(PROBLEM DETAILS):
All of the entries below should be printed exactly; the pictures are to be left out.

[Images with keypoint coordinates]
---
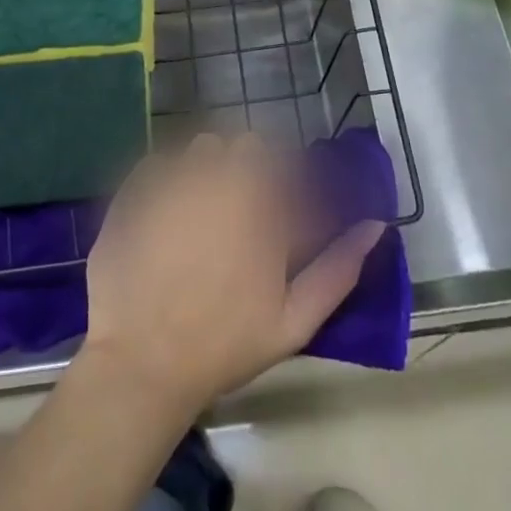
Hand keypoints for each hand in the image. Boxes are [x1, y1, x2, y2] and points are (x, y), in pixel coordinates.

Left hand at [79, 133, 384, 418]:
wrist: (141, 364)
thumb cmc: (224, 344)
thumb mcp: (294, 320)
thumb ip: (338, 269)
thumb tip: (375, 225)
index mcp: (260, 205)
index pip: (280, 159)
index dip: (280, 178)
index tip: (275, 205)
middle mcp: (218, 179)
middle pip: (240, 146)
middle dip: (244, 168)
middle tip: (238, 209)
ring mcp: (172, 181)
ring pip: (199, 148)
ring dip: (206, 167)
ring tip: (200, 209)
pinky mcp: (134, 191)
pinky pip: (158, 163)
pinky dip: (166, 179)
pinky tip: (165, 214)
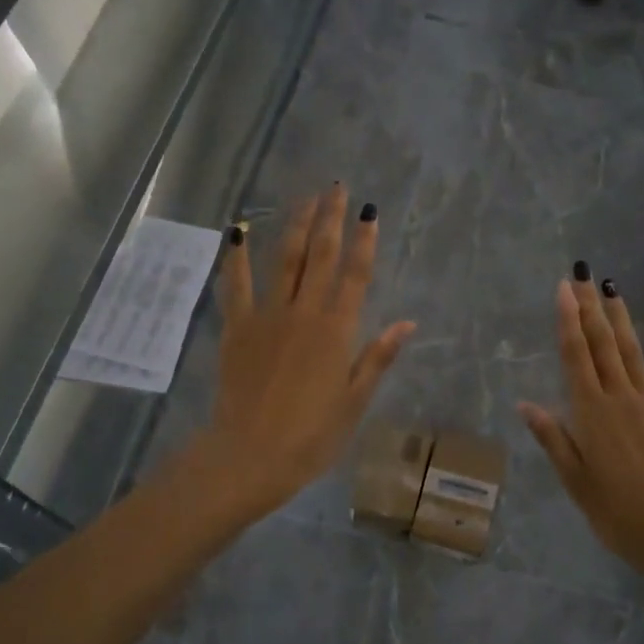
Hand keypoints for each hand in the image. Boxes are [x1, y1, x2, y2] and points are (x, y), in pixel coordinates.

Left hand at [189, 184, 414, 523]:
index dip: (365, 241)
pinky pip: (236, 285)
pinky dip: (236, 257)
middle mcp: (305, 313)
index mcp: (337, 331)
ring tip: (305, 197)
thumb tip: (407, 323)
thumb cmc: (311, 436)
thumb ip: (377, 357)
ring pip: (285, 260)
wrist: (250, 456)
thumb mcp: (354, 402)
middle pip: (321, 256)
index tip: (370, 211)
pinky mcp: (237, 327)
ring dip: (296, 225)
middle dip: (330, 219)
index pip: (356, 275)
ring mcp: (267, 316)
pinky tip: (238, 231)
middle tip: (336, 187)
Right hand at [518, 275, 643, 600]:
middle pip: (601, 344)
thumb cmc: (616, 513)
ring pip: (632, 351)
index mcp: (591, 413)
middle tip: (583, 275)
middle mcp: (619, 398)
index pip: (575, 356)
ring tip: (612, 289)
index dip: (568, 320)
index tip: (563, 289)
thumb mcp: (575, 481)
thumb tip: (526, 403)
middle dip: (590, 308)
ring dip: (620, 319)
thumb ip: (553, 438)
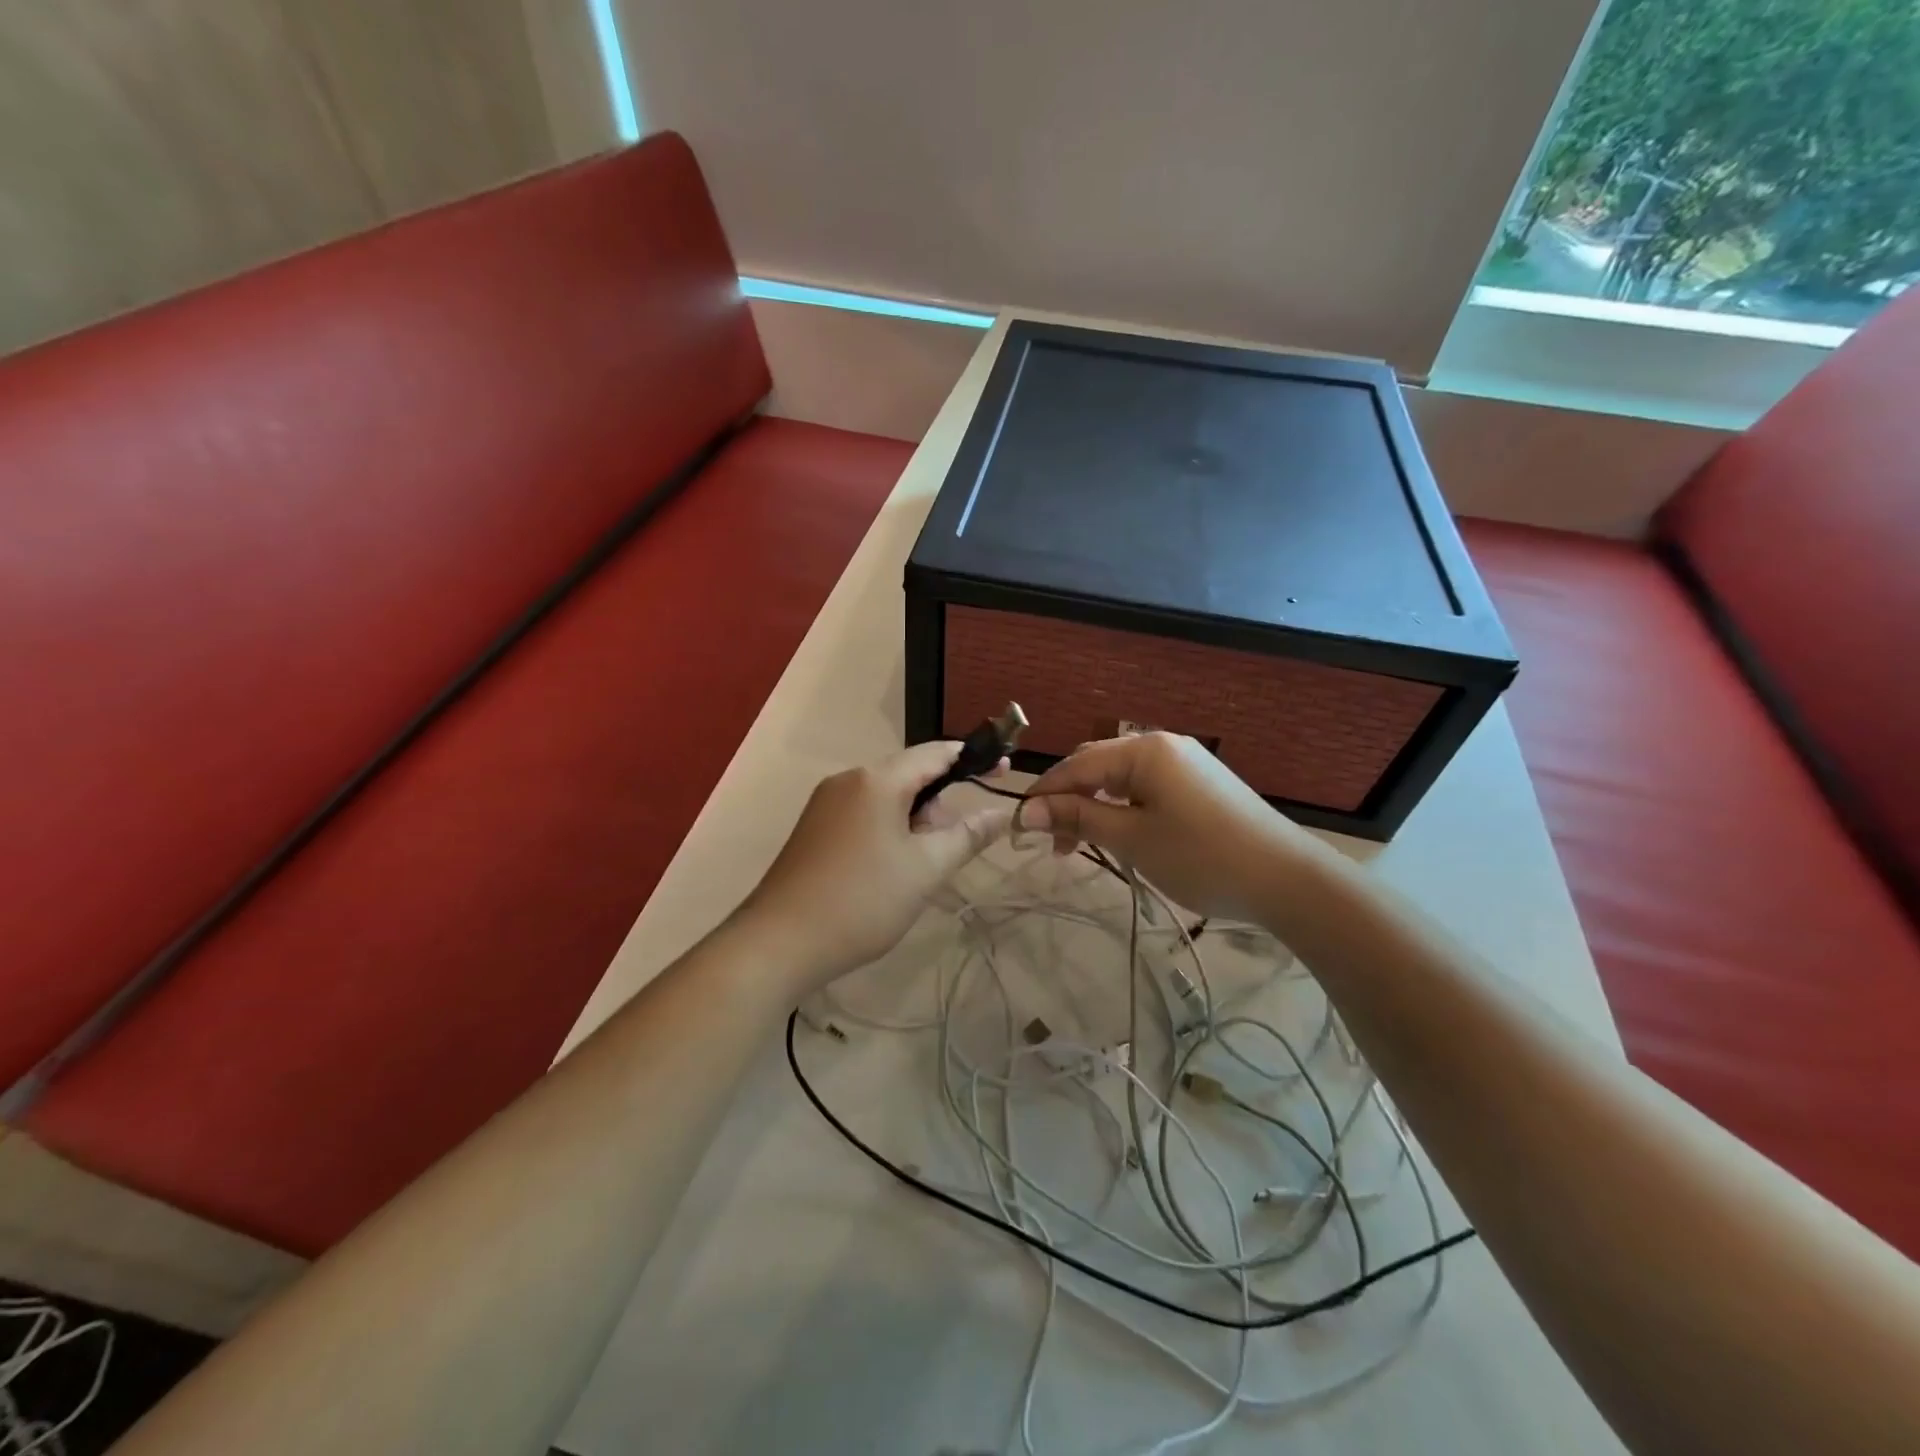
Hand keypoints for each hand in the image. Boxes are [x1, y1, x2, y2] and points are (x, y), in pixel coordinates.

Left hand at [739, 743, 1015, 991]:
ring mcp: (826, 803)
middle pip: (909, 774)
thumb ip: (968, 835)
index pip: (935, 753)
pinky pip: (864, 814)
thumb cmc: (862, 901)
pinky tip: (892, 868)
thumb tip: (1002, 812)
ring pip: (886, 797)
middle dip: (940, 802)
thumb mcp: (926, 869)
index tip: (1004, 770)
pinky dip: (889, 829)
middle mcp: (848, 780)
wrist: (779, 943)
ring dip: (915, 820)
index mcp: (877, 780)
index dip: (973, 758)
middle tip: (954, 846)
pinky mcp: (814, 828)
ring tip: (923, 866)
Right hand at [1021, 732, 1323, 920]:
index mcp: (1144, 750)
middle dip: (1068, 801)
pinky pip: (1145, 787)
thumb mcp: (1132, 839)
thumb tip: (1029, 810)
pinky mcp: (1199, 783)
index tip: (1018, 829)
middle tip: (1054, 844)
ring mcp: (1184, 762)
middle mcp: (1162, 745)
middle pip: (1096, 765)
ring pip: (1120, 778)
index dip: (1043, 796)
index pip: (1076, 766)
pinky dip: (1122, 808)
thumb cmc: (1202, 857)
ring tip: (1081, 846)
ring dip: (1094, 807)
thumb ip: (1079, 819)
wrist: (1288, 878)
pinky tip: (1119, 834)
---
(THE COMPLETED TASK):
Hand keypoints for each hand in the image. Boxes are [x1, y1, x2, y2] and points are (x, y), in pixel coordinates.

Left hand at [79, 133, 384, 418]:
wrist: (141, 364)
thumb cmc: (224, 344)
thumb mcp: (294, 320)
thumb ip: (338, 269)
thumb tip: (375, 225)
index mcp: (260, 205)
index pip: (280, 159)
index dip: (280, 178)
index tip: (275, 205)
middle mcp: (218, 179)
middle pip: (240, 146)
middle dip: (244, 168)
middle tip: (238, 209)
ring mcp: (172, 181)
ring pip: (199, 148)
ring dip: (206, 167)
ring tip: (200, 209)
pinky mcp: (134, 191)
pinky pip: (158, 163)
pinky dip: (166, 179)
pinky tip: (165, 214)
Hand keypoints for each hand in the image. Boxes are [x1, y1, x2, y2] and points are (x, y), in pixel coordinates.

Left hand at [189, 184, 414, 523]:
index dip: (365, 241)
pinky pip: (236, 285)
pinky dip: (236, 257)
middle mcp: (305, 313)
index mcp: (337, 331)
ring tip: (305, 197)
thumb tip: (407, 323)
thumb cmc: (311, 436)
thumb ip: (377, 357)
ring pip: (285, 260)
wrist: (250, 456)
thumb mcp: (354, 402)
middle pip: (321, 256)
index tip: (370, 211)
pinky mcp: (237, 327)
ring dip: (296, 225)
middle dip: (330, 219)
index pip: (356, 275)
ring mcp: (267, 316)
pinky tip: (238, 231)
middle tip: (336, 187)
Right hand at [518, 275, 643, 600]:
middle pip: (601, 344)
thumb cmc: (616, 513)
ring pip: (632, 351)
index mcp: (591, 413)
middle tip: (583, 275)
middle mcp: (619, 398)
index pip: (575, 356)
ring tip: (612, 289)
index dip: (568, 320)
index tip: (563, 289)
thumb mcp: (575, 481)
thumb tip: (526, 403)
middle dip: (590, 308)
ring dip: (620, 319)
thumb ip: (553, 438)
Hand keypoints for each hand in the image. Boxes are [x1, y1, x2, y2] and points are (x, y), in pixel coordinates.

Left hand at [739, 743, 1015, 991]:
ring mcp: (826, 803)
middle pip: (909, 774)
thumb ip: (968, 835)
index pip: (935, 753)
pinky pip: (864, 814)
thumb cmc: (862, 901)
pinky tip: (892, 868)
thumb tip: (1002, 812)
ring pip: (886, 797)
middle dip: (940, 802)
thumb mcp: (926, 869)
index tip: (1004, 770)
pinky dip: (889, 829)
middle mcp: (848, 780)
wrist: (779, 943)
ring dip: (915, 820)
index mcp: (877, 780)
index dip: (973, 758)
middle tip: (954, 846)
pinky mcp: (814, 828)
ring tip: (923, 866)
Right hand at [1021, 732, 1323, 920]:
index mcp: (1144, 750)
middle dip: (1068, 801)
pinky pip: (1145, 787)
thumb mcp: (1132, 839)
thumb tip: (1029, 810)
pinky mcp: (1199, 783)
index tip: (1018, 829)
middle tip: (1054, 844)
ring mcp: (1184, 762)
middle mcp: (1162, 745)
middle pip: (1096, 765)
ring pip: (1120, 778)
index dip: (1043, 796)
index pip: (1076, 766)
pinky dip: (1122, 808)
thumb cmc: (1202, 857)
ring tip: (1081, 846)
ring dip: (1094, 807)
thumb ip: (1079, 819)
wrist: (1288, 878)
pinky tip: (1119, 834)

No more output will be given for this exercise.